Samples

Document with Product Codes (creating a new language)

Situation description: too many errors in recognition of product codes

Document with article codea

(NewLang.tif)

When reading a document the program uses special knowledge about the recognition language. It uses the language dictionary (to check the correctness of words), its morphology model and some rules about text arrangement. If a document contains a lot of "unnatural" structures such as product codes a lot of recognition errors may occur. This happens because the program reads such structures letter by letter and does not use any additional information about their structure.

Solution: To improve the recognition of product codes we need to create a new recognition language for this document.

To create a new recognition language:

  1. Select the Language Editor item in the Tools menu.
  2. Click the New button and in the opened dialog select Create a New language based on existing one, then select a source language for the new one.
  3. The Simple Language properties dialog will open.
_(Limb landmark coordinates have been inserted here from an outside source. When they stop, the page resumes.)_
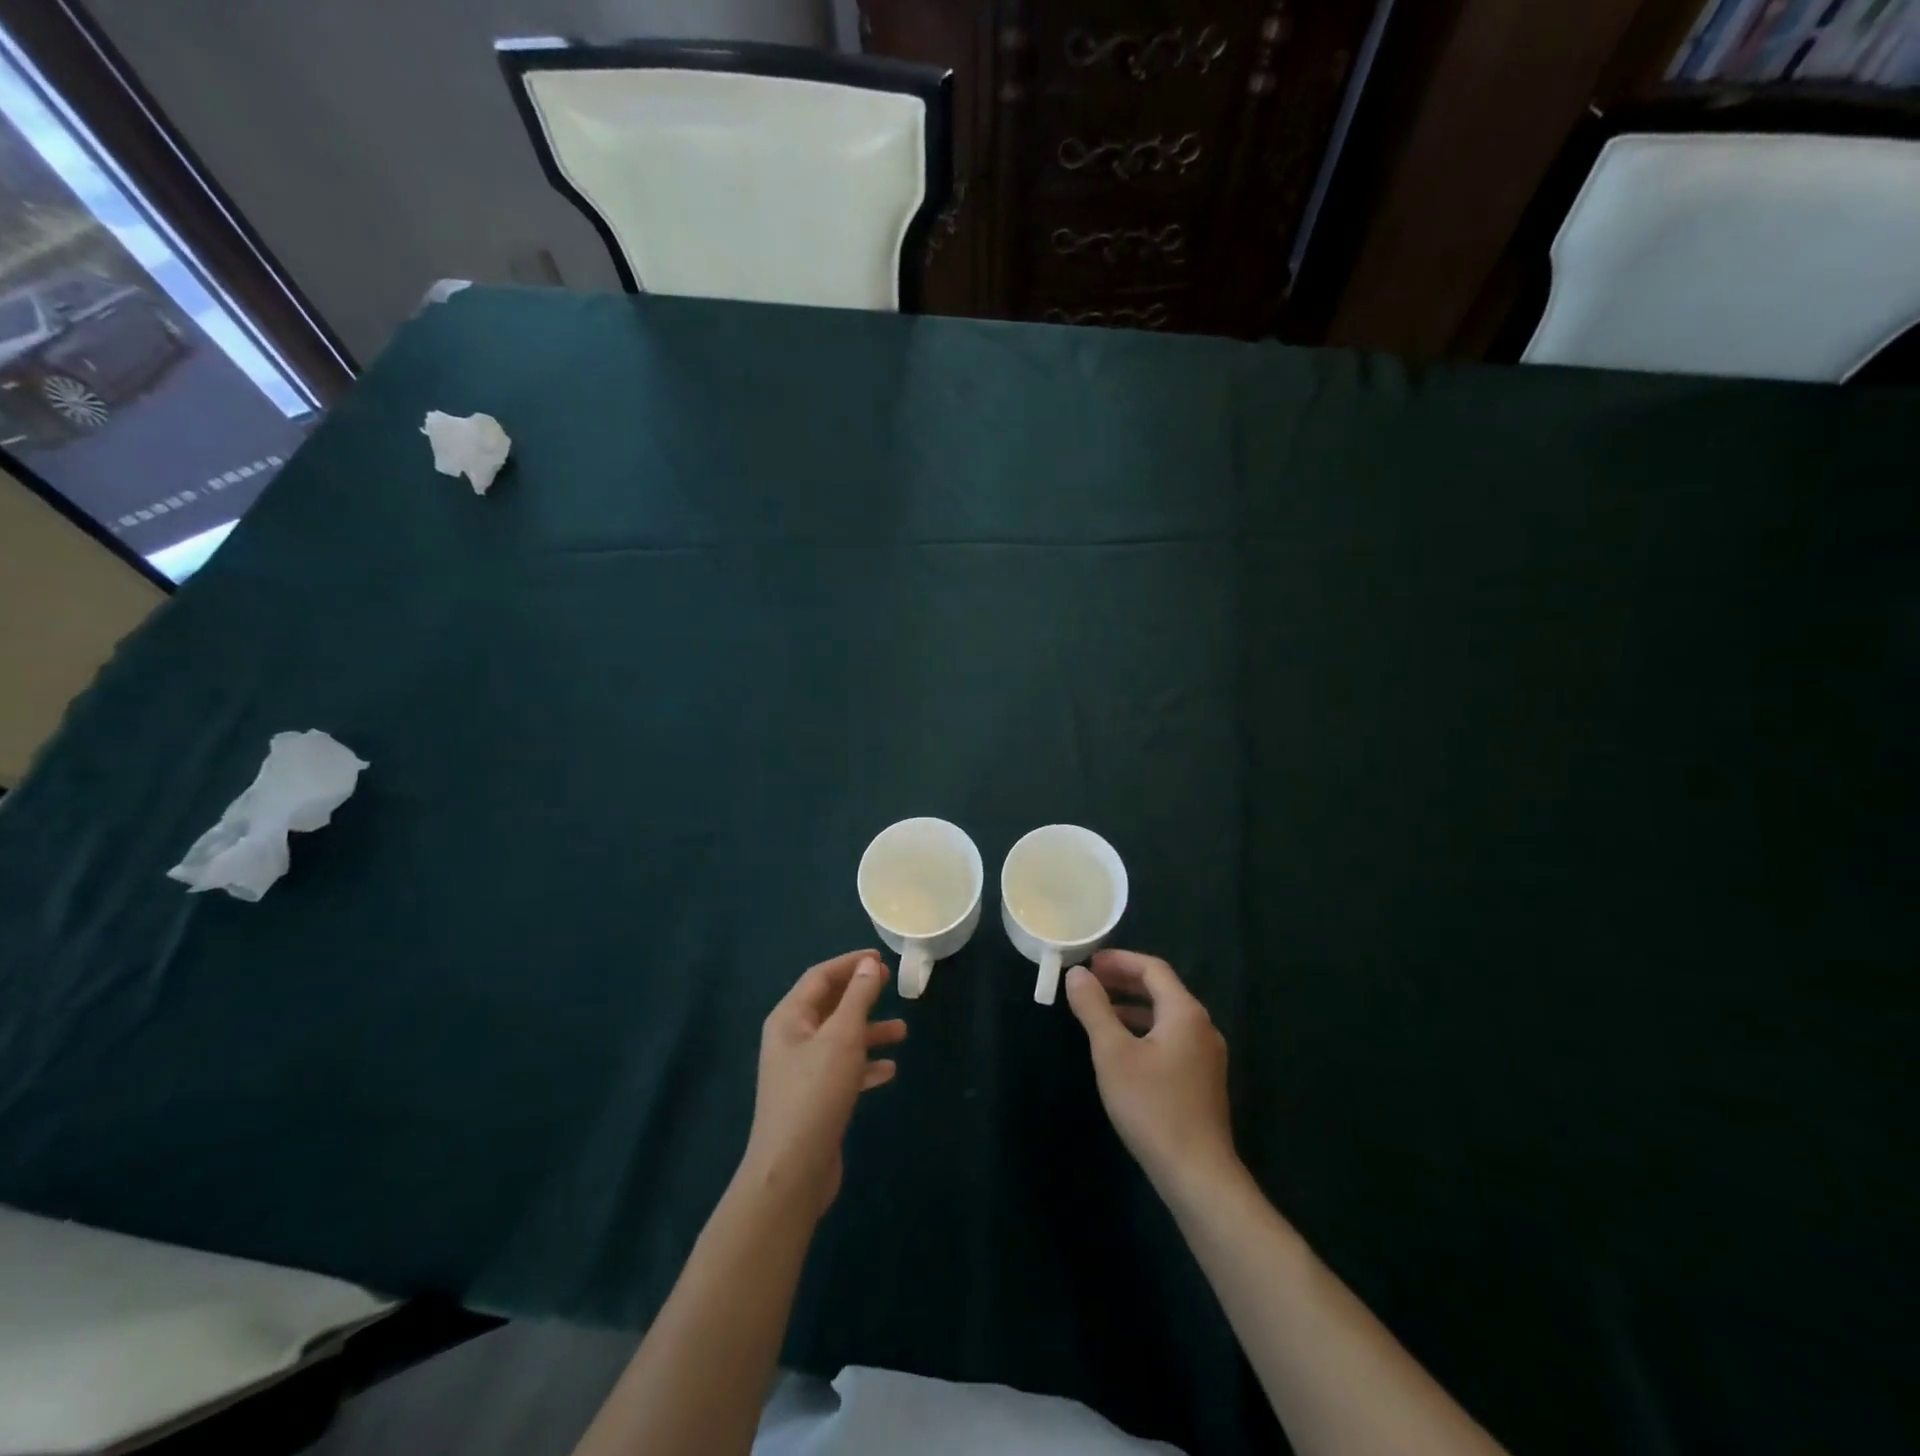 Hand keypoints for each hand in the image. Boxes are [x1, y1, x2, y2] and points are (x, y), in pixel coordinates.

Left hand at [741, 950, 906, 1219]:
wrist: (792, 1171)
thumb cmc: (816, 1093)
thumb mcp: (842, 1037)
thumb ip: (857, 997)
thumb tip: (868, 964)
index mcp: (789, 1018)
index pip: (820, 976)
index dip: (850, 964)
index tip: (881, 958)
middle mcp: (791, 1039)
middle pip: (829, 1005)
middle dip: (860, 994)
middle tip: (890, 985)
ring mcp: (801, 1071)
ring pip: (840, 1038)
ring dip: (869, 1031)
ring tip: (902, 1031)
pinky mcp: (814, 1099)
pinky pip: (842, 1070)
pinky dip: (865, 1065)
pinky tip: (889, 1071)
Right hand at [1065, 949, 1237, 1198]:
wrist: (1197, 1174)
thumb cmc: (1152, 1106)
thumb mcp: (1113, 1053)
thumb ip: (1094, 1008)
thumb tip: (1077, 973)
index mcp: (1185, 1013)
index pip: (1153, 969)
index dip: (1119, 960)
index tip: (1089, 962)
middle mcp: (1202, 1027)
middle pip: (1162, 989)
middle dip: (1124, 981)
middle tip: (1090, 982)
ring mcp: (1206, 1056)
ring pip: (1166, 1016)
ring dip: (1132, 1007)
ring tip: (1099, 1011)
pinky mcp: (1203, 1080)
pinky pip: (1171, 1038)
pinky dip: (1145, 1030)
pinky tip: (1123, 1049)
Set the following  parameters for a new language (all parameters can be set in the Simple Language Properties dialog):

  1. The new language name - Codes.
  2. The basic alphabet to be used by your new language. This parameter is set in the Alphabet field. If necessary, edit the alphabet by clicking the button. 

    The created language should contain only .0123456789BDFGLRW characters.
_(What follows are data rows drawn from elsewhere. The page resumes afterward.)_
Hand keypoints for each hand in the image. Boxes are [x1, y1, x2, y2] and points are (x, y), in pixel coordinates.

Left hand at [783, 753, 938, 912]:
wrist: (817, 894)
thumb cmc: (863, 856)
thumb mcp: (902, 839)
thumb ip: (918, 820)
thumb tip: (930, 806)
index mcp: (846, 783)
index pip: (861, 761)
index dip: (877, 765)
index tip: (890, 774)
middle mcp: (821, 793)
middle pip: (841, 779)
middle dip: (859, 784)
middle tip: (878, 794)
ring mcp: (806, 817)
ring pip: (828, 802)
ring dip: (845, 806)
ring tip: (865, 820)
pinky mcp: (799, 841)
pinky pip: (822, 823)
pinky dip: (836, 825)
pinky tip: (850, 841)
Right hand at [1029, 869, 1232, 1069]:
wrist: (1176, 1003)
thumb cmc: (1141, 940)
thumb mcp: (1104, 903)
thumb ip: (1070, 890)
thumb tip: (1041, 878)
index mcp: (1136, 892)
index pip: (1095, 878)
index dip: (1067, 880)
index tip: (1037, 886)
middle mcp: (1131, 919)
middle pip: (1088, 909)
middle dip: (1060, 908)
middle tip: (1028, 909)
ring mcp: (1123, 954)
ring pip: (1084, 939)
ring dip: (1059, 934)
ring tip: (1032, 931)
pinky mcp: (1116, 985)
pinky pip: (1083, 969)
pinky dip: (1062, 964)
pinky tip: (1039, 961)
  3. The dictionary to be used by the system (both for recognition purposes and checking the spelling).

    Here create the dictionary based on a regular expression. To do this:

    • Select the Regular expression item in the Dictionary group and enter the following expression: DRG|(B[0-9][0-9]|22.5)|(L[0-9])|(F[0-9][0-9][0-9])|(W([0-9]+))

    To find out more about regular expressions see "Regular expression" section.

Then set the recognition language. Select English for the whole document (select it from the languages list on the Standard toolbar) and the new language - Codes - for the column with the product codes.

 

To set a new created language for a particular table column:

  1. Select the column and right-click it. Select the Properties item in the displayed local menu.
  2. Select the necessary language from the Recognition languages list and the Selected cells in the Apply to group on the Block tab in the Properties dialog.